Our focus on attracting and growing high-intent customers combined with conversion improvements is driving durable growth and higher customer quality. We are driving increased conversion into primary domains and higher attach through Aero. At the same time, we continue to deliberately manage our product portfolio, exiting lower-value offerings and reallocating resources towards higher-value opportunities. And our newer Aero cohorts are demonstrating that higher value, with second product attach accelerating 30% faster relative to non-Aero cohorts. These cohorts are contributing to the increase in the number of customers spending more than $500 annually, which represents approximately 10% of our customer base. Higher attach and retention rates above 85% drove ARPU growth of 9% to $246.
As we look ahead, Aero AI Builder is beginning to contribute directly to bookings. As Aman noted, this offering is already generating millions of dollars in annualized run rate, organically and without dedicated marketing support. In parallel, ANS extends our leadership in digital identity, positioning us to participate in the next evolution of the Internet infrastructure. As the architecture of the Internet evolves, our current strengths remain as relevant as ever, and our AI transformation positions us to consistently deliver profitable growth and capture value going forward. Turning to margins and free cash flow, normalized EBITDA grew 13% to $414 million, delivering 210 basis points of margin expansion to 33% and exceeding our guide for the quarter.
Operational execution, supported by AI-driven efficiencies and favorable product mix, continues to drive margin expansion. Our expanded margin reflects the efficiency of our model and gives us the flexibility to invest in our AI transformation while maintaining a strong balance sheet and a durable free cash flow profile. Free cash flow grew 15% to $474 million with a normalized EBITDA to free cash flow conversion of greater than one-to-one. We exited the quarter with $1.3 billion in cash and total liquidity of $2.3 billion. Net debt was $2.6 billion, representing net leverage of 1.4 times on a trailing twelve-month basis and within our target range.
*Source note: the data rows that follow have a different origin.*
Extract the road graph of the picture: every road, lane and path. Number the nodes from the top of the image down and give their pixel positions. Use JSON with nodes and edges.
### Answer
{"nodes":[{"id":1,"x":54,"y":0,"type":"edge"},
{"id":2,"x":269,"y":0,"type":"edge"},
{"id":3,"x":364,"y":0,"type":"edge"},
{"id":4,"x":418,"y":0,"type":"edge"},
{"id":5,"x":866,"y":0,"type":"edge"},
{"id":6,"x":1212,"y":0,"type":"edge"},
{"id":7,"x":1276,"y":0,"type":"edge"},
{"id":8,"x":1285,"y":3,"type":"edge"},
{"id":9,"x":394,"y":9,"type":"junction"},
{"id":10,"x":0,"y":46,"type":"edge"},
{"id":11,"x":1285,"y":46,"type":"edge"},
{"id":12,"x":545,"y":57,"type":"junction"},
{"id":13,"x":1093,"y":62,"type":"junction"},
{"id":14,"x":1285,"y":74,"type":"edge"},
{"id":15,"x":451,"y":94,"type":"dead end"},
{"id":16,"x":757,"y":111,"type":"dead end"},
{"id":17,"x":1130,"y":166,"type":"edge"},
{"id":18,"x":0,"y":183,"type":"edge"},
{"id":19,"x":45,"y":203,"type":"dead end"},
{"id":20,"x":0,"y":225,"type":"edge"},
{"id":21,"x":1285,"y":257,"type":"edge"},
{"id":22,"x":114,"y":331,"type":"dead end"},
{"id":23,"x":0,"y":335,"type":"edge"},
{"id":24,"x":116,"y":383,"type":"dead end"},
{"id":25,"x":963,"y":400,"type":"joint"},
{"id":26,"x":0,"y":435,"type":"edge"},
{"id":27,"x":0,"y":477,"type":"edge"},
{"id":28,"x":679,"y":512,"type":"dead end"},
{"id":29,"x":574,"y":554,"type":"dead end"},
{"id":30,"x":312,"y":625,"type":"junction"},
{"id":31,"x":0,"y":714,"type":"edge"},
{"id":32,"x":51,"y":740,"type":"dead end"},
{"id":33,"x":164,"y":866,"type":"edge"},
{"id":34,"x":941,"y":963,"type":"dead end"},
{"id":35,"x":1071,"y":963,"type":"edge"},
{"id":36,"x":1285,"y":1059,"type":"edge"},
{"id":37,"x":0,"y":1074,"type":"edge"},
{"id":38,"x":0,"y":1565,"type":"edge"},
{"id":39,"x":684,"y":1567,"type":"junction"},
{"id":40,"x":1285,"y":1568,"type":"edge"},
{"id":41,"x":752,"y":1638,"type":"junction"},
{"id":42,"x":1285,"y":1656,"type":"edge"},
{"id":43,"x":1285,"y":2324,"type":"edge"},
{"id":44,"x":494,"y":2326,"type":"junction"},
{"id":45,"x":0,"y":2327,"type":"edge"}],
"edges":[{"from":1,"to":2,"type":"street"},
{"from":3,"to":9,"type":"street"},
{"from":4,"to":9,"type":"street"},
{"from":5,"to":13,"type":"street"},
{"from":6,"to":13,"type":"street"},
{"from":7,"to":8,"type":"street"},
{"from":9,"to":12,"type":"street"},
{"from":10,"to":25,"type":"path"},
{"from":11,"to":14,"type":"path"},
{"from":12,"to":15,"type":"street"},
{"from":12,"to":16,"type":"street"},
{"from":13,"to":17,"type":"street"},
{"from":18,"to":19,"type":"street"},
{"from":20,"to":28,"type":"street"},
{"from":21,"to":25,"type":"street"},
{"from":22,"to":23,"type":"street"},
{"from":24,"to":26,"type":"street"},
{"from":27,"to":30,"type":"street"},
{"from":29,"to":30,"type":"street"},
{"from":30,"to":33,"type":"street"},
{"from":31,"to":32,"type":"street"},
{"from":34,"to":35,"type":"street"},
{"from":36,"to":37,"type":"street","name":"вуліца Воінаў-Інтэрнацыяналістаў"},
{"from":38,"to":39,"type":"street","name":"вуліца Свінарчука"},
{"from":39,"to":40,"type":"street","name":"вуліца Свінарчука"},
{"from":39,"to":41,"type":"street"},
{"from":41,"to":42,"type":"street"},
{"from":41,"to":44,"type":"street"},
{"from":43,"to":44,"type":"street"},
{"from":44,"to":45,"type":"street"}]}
On shareholder returns, we repurchased 3 million shares during the quarter totaling $280 million.
Since 2022, our share repurchase programs have resulted in a gross reduction in fully diluted shares outstanding of over 31%, and we ended the quarter with 133 million shares outstanding. Turning to outlook, we are reaffirming our full-year 2026 guidance provided in February and expect total revenue to be within a range of $5.195 to $5.275 billion, representing growth of 6% at the midpoint of the range. As a reminder, our full-year revenue guide incorporates just over 200 basis points of cumulative impact from the expiration of the .co registry contract, our consistent exclusion of high-value Aftermarket transactions, and the impacts of our product evolution and our promotional offer.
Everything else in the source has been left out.